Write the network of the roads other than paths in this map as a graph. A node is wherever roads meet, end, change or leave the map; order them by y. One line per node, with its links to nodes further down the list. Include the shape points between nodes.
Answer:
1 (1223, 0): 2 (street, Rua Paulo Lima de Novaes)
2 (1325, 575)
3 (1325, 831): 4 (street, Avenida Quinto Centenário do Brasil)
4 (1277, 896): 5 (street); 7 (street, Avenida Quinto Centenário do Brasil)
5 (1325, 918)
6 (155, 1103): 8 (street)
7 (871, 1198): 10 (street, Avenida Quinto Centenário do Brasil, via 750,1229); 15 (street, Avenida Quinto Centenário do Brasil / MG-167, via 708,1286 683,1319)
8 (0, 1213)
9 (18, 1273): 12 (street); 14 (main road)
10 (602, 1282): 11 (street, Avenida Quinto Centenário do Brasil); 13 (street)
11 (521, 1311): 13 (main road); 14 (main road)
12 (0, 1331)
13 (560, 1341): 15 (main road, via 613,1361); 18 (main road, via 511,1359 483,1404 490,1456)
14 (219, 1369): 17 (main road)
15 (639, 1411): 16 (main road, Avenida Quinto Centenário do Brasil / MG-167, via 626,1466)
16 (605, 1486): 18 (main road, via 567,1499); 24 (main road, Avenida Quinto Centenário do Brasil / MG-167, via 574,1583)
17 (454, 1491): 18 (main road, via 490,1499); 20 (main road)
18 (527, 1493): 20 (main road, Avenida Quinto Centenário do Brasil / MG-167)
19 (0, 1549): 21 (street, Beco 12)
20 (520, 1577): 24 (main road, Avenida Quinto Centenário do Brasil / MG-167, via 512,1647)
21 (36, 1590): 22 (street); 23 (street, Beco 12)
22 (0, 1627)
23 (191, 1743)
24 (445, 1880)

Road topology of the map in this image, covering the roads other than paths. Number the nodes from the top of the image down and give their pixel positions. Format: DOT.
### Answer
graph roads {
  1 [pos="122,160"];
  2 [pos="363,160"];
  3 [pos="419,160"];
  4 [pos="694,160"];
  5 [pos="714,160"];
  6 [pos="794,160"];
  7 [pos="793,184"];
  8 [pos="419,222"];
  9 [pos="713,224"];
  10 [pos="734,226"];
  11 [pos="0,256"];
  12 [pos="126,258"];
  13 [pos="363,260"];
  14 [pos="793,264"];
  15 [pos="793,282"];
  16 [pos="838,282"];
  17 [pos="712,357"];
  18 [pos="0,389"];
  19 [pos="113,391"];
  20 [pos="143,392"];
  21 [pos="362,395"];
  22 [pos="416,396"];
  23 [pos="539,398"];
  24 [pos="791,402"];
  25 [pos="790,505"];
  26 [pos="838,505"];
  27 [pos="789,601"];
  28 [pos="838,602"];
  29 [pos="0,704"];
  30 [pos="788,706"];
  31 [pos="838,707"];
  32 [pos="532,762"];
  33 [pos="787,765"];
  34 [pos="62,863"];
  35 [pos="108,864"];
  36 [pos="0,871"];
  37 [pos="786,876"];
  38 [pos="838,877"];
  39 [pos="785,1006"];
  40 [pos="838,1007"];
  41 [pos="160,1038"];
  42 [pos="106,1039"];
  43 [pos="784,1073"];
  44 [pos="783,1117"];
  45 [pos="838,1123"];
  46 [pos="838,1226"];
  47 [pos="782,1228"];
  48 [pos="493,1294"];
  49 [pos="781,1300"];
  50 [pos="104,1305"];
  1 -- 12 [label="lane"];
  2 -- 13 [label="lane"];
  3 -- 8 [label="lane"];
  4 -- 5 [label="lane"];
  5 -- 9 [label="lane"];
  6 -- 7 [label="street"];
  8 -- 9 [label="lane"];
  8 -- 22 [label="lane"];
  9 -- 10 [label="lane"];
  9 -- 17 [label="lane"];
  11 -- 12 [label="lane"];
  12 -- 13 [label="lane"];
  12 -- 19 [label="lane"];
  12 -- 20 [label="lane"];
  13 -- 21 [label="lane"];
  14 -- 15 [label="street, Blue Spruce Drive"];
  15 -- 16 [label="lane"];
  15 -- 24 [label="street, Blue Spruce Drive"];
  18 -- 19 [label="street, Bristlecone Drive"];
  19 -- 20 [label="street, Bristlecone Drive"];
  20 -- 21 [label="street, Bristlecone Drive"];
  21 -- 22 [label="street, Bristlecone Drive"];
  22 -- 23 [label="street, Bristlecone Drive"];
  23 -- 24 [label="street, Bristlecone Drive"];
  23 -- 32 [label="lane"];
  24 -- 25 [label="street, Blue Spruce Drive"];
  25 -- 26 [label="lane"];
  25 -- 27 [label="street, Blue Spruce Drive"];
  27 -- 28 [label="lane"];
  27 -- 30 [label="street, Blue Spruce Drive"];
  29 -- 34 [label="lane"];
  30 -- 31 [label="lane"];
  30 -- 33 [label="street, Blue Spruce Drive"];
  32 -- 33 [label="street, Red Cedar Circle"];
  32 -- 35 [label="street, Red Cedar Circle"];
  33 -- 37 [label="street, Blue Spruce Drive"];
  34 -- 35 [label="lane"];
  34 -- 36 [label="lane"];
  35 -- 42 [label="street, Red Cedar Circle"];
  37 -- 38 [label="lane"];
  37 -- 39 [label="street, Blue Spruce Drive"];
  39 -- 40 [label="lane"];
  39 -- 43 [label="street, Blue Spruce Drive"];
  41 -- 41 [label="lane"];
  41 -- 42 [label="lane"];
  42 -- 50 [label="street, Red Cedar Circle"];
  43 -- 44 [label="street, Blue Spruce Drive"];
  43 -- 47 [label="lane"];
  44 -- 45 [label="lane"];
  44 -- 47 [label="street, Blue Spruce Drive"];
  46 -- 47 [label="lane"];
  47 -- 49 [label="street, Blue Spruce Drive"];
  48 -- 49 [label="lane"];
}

* **Instructions for the task**: Scan the preceding listing for the string "Cedar" and copy every line where it occurs.

* **Exercise result**:
  32 -- 33 [label="street, Red Cedar Circle"];
  32 -- 35 [label="street, Red Cedar Circle"];
  35 -- 42 [label="street, Red Cedar Circle"];
  42 -- 50 [label="street, Red Cedar Circle"];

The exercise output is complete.